The San Francisco Examiner-- www.examiner.com


Commentary
Chloramine: The correct public choice
 
June M. Weintraub
Special To The Examiner
Published on Tuesday, April 20, 2004

In the mid-1800s, physician John Snow removed the handle from a water pump in a London neighborhood, and in so doing put a stop to an outbreak of cholera that had killed more than 500 people in a 10-day period. In the past 150 years, much progress has been made in understanding and preventing the transmission of waterborne diseases.

Public drinking-water providers now know to protect water supplies at the source and to use disinfectants to prevent growth of dangerous bacteria in the water distribution system. The maintenance of what is called a "residual" of disinfectant that stays in the water distribution system while it is delivered to peoples' homes is not just good public health practice; it is required by the Environmental Protection Agency. The EPA offers drinking water providers two disinfectant choices: Chlorine and chloramine.

Like chlorine, chloramine is not new. It has been used extensively throughout the world since the 1930s, and approximately one-third of all U.S. water agencies also use it for residual disinfection. This year the San Francisco Public Utilities Commission became the last large water agency in the Bay Area to make the change from chlorine to chloramine. The primary reason for the shift is a significantly lower level of contaminants formed in the drinking water.

Chlorine and chloramine have many similarities. Both provide effective residual disinfection with minimal risk to public health. Both are toxic to fish and reptiles, since both come in direct contact with the bloodstream through their gills.

The difference is that while chlorine can be allowed to dissipate with time from water added to aquariums and fishponds, chloramine must be chemically removed. Both chlorine and chloramine must be removed from water prior to use in dialysis machines, since water comes into direct contact with the bloodstream during treatment. When drinking water, people have no trouble digesting chlorine or chloramine at the levels found in our drinking water because this water is not introduced directly into the bloodstream. A comprehensive search of the medical literature does not reveal any studies showing that those with compromised immune systems, weak livers or medication requirements have any special problems metabolizing chloramine.

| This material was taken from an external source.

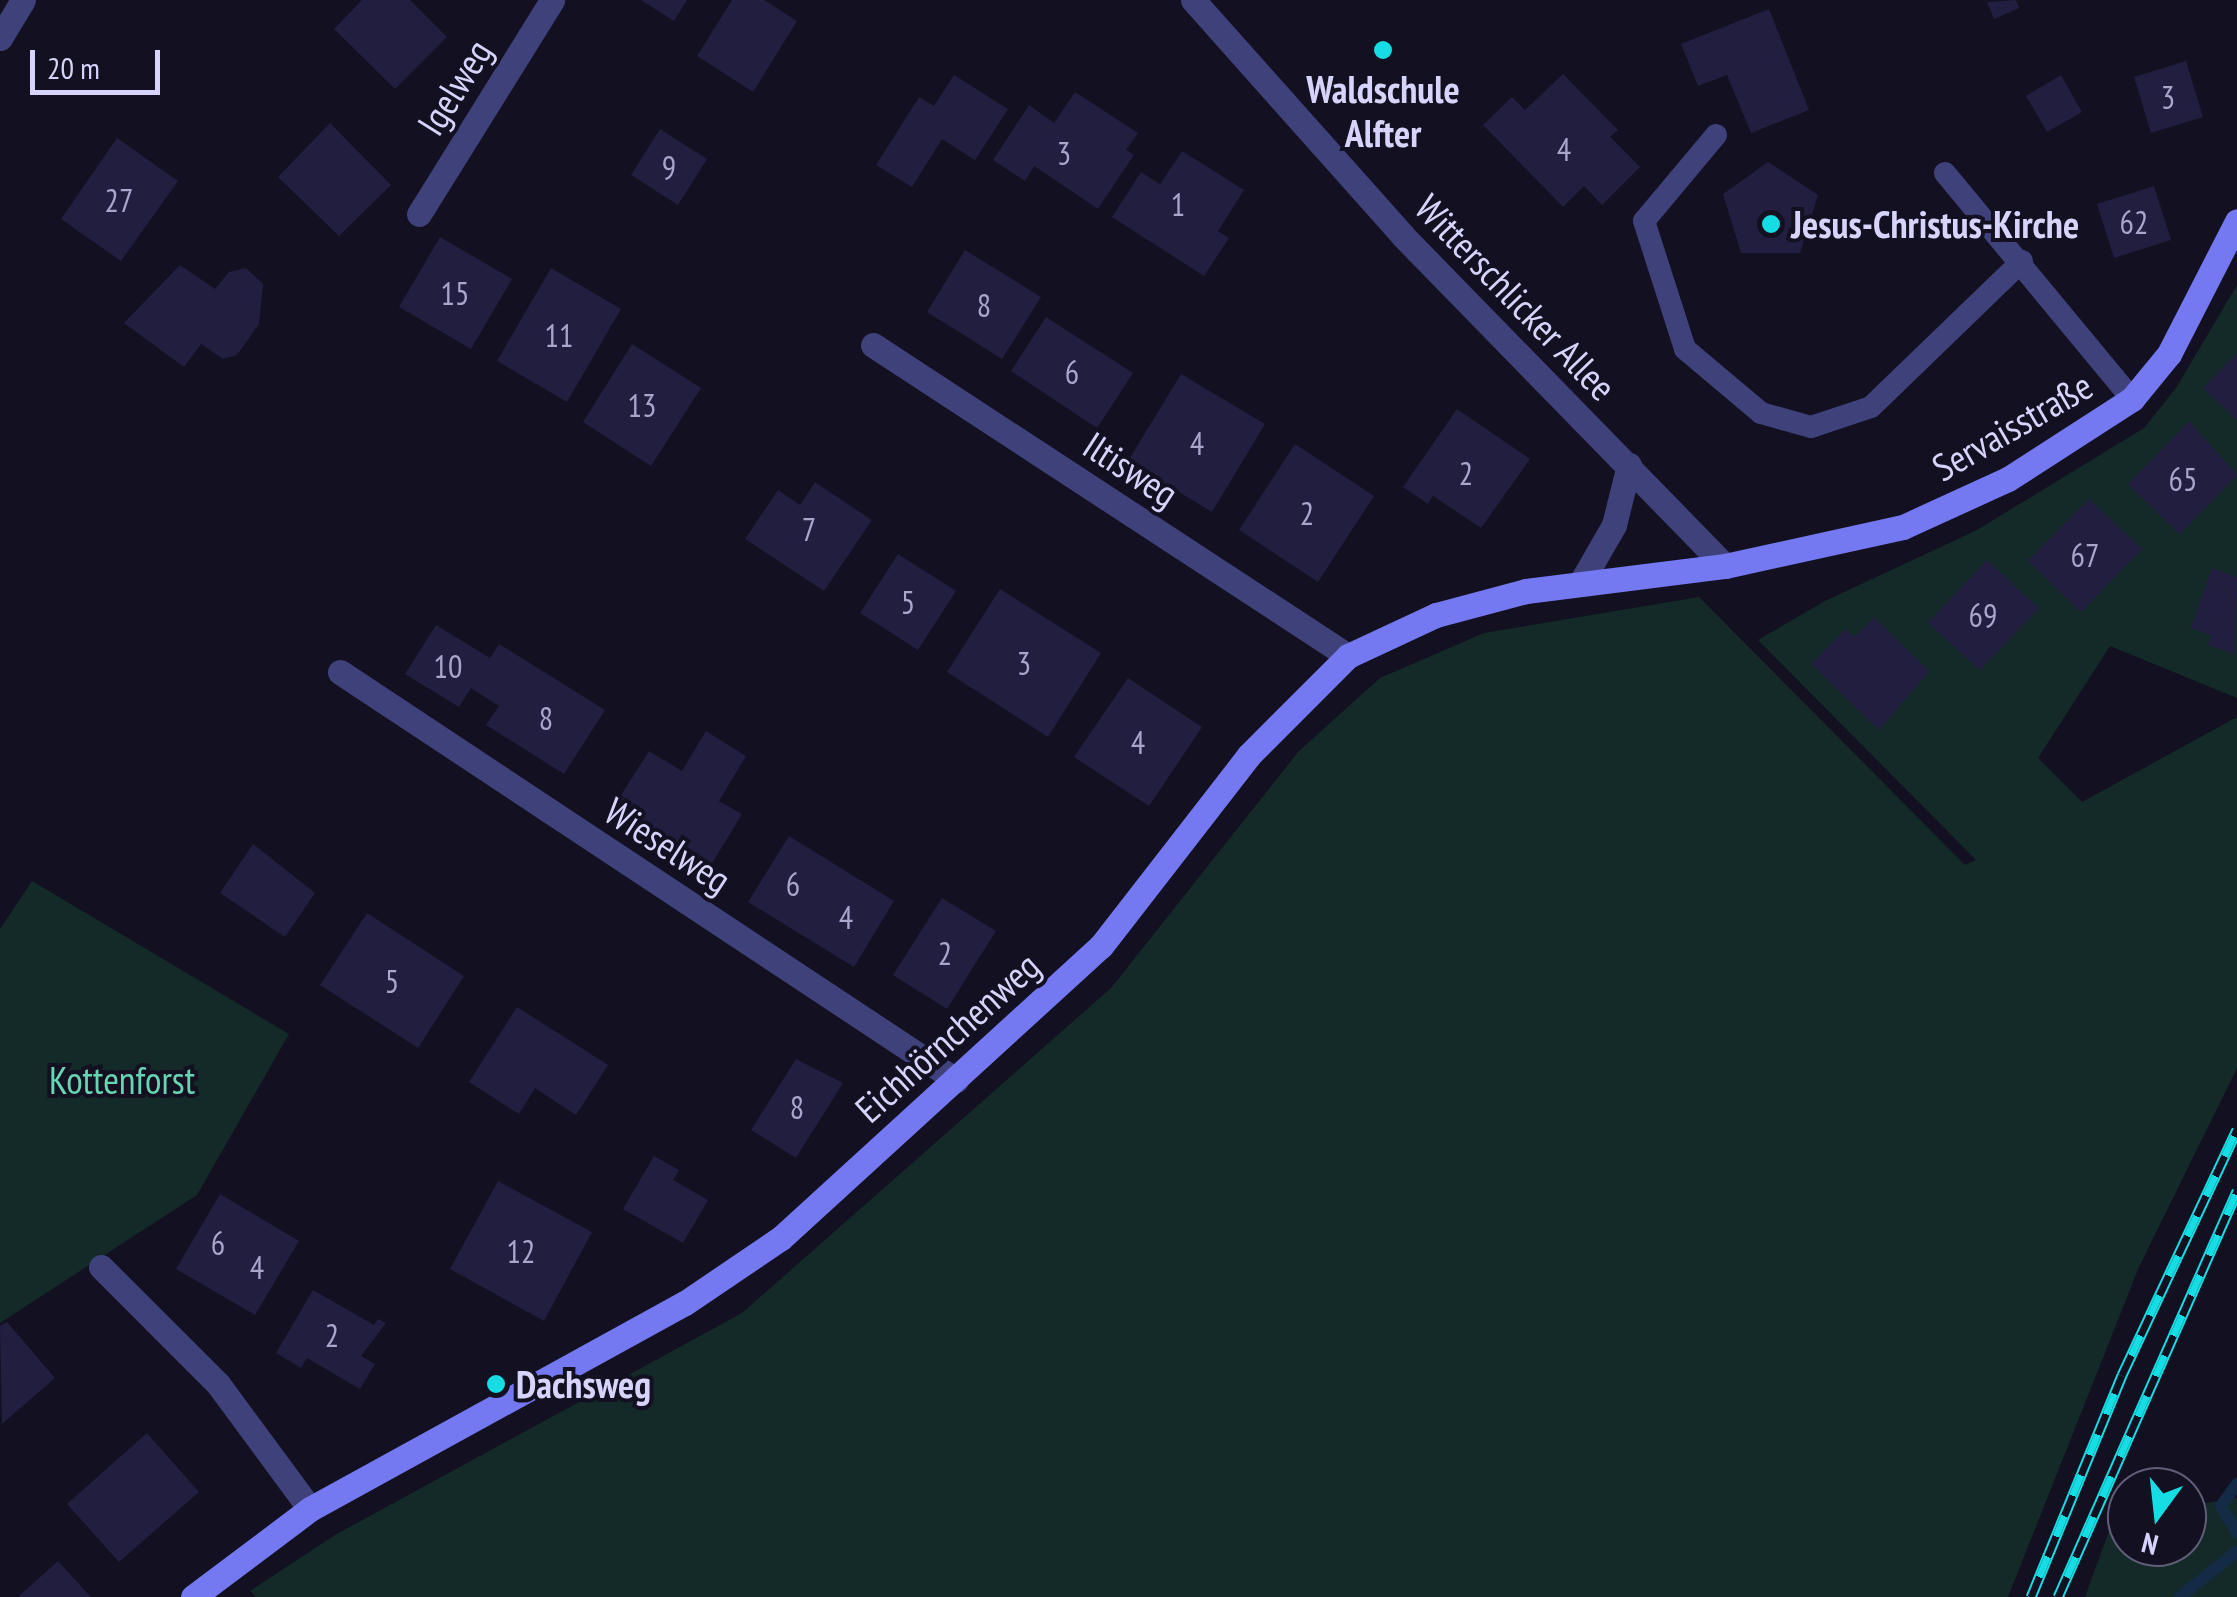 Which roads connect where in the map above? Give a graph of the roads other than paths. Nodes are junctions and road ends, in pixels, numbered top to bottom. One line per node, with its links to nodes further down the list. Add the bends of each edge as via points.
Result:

The principal advantage of chloramine is the reduction in certain harmful byproducts -- especially trihalomethanes and haloacetic acids -- formed by reaction with other compounds in the water. It is true that another byproduct -- N-nitrosodimethylamine, which is frequently brought up in current discussions of chloramine -- is formed by both disinfectants.

However, the NDMA concentration in drinking water is negligible in comparison to other NDMA sources for humans -- such as tobacco smoke, chewing tobacco, cured meats, beer, fish, cheese, toiletries, shampoos, cleansers, the interior air of cars and household pesticides.

The San Francisco Public Utilities Commission will consistently monitor for NDMA and other byproducts, now that the switch to chloramine has been completed, as part of its charge to provide a continued supply of healthy, high-quality water. But high levels are not anticipated, given the quality of San Francisco's water source and treatment practices.

In making any decision, the known and unknown risks need to be balanced with the known benefits. In switching from chlorine to chloramine, the SFPUC carefully weighed the choices. It then joined the water utility agencies of Alameda, Contra Costa, Santa Clara and Marin counties to pick the best disinfectant given the most current information available.

June M. Weintraub, Sc.D. is an epidemiologist with the Environmental Health Section of the San Francisco Department of Public Health.